(A large pair of pants floats across the screen, then covered by a gigantic red circle with a line through it. The STWF logo appears)
En español donde sea disponible!
(Interior of "generic STWF arena, somewhere, North America". Two guys with sparklers and flare guns kick off the fireworks to start the show.)
It's that time again, people. I'm Angus "Vince" McMadden, along with Jamal Tupac Mustafa and Captain Twilight.
Why weren't we allowed to announce last week, Angus? We demand a solo show too.
Yeah, V, damn straight. You suck as an announcer. Y'ain't got no style, like me!
Whatever. Fine. Cap, show's yours next week, and JMT, you take it after that. You don't want me around, I don't care, you watch the ratings drop. But I'm here this week. Our first match tonight features newly-retooled character Gary "the Glutton" Gourmando, formerly Sir Gary Glutton of the Hedonistic Crusaders, take on newcomer "The Hemophiliac" Ken Thompson.
Hemophiliac? Man, leave your sexual preferences at home, Ken!
You idiot! Hemophiliac means his blood doesn't clot. A pretty strange gimmick, but hey, that's what the STWF is for! We've got more misfits and outcasts than the Raven's Nest could dream of.
That's enough referencing out of you. Gary's in the ring now...
And his opponent, from Arkansas City, Kansas, weighing in at 243 lbs., "The Hemophiliac" KEN THOMPSON!
("Emergency" plays. The Hemophiliac enters to a good pop. Probably just the music.)
Wait a minute! What's the Rogue's Gallery doing out here? The Aboriginals just hit him from behind! Très Sheik kicking him in the face! Colonel "Pops" Khorne has a combat knife! This man has obviously snapped. He's going to cut Ken Thompson!
He did! Oh no, that's never going to close up! The Hemophiliac is as good as gone. Get some paramedics out here!
Oh my God! They killed Kenny!
(Both men turn and glare at Jamal.)
Oh come on, like YOU weren't thinking it?
Here come the paramedics to take away Ken Thompson. This is a black day for the STWF. But hold on! Here comes Sir O. and Stealth Bomber! Stealth Bomber is hammering away at Khorne! I don't know, but I think Stealth Bomber's respect for Khorne just went straight out the window! Très Sheik with the "Eau du Camelle" again in the eyes of Stealth Bomber! The Rogue holding back Sir O. as the Gallery nails Stealth Bomber repeatedly!
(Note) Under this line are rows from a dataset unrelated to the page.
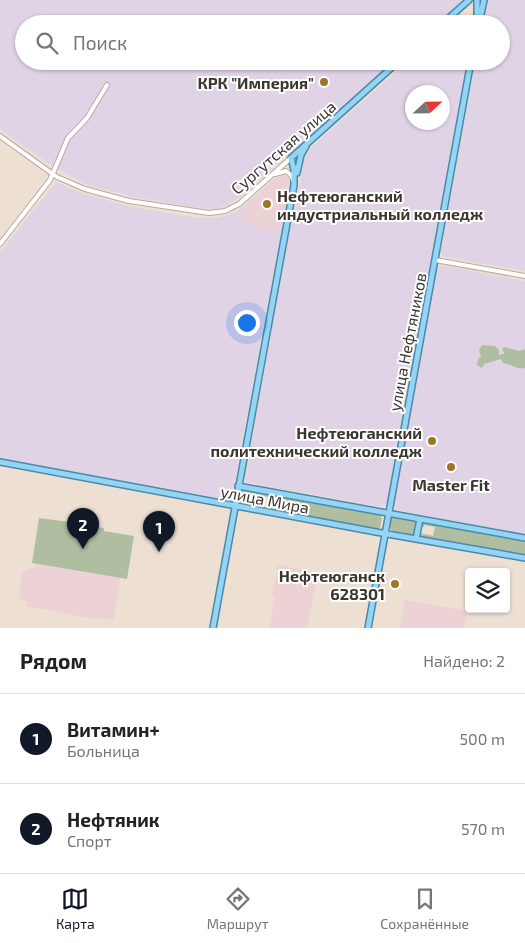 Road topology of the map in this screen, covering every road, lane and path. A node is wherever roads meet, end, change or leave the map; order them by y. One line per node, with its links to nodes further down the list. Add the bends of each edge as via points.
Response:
1 (469, 0): 4 (main road)
2 (477, 0): 5 (main road)
3 (484, 0): 6 (main road)
4 (452, 15)
5 (478, 15)
6 (480, 15)
7 (389, 70): 11 (main road, Сургутская улица)
8 (469, 70): 17 (main road, улица Нефтяников)
9 (107, 85): 13 (street, via 87,118 68,138)
10 (0, 136): 13 (street, Сургутская улица)
11 (308, 142): 12 (main road, Сургутская улица); 15 (main road, via 301,155)
12 (291, 158): 14 (street, Сургутская улица); 15 (main road)
13 (53, 174): 14 (street, Сургутская улица, via 106,196 209,213 234,206); 16 (street)
14 (271, 176): 15 (street, via 286,171 291,175)
15 (294, 186): 20 (main road)
16 (0, 244)
17 (435, 260): 18 (street); 22 (main road, улица Нефтяников)
18 (525, 276)
19 (0, 462): 21 (main road, улица Мира)
20 (238, 486): 21 (main road); 22 (main road, улица Мира)
21 (235, 506): 24 (main road, улица Мира); 28 (main road)
22 (388, 513): 23 (main road, улица Мира); 24 (main road, улица Нефтяников)
23 (420, 519): 25 (main road, улица Мира); 26 (main road)
24 (385, 534): 26 (main road, улица Мира); 29 (main road, улица Нефтяников)
25 (525, 538)
26 (416, 539): 27 (main road, улица Мира)
27 (525, 558)
28 (213, 628)
29 (368, 628)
Here comes the Cube! He's cleaning house with Aboriginal #1, but they're still outnumbered! STWF officials coming to the ring to stop it... The Rogue's Gallery walks off triumphantly. Look for things to get really ugly between the Gallery and Sir O's boys.
Absolutely. Gary Gourmando wins by default. They're not even going to give it to Thompson. Let's go to our next match, as the Inevitables take on the Thugs for Life.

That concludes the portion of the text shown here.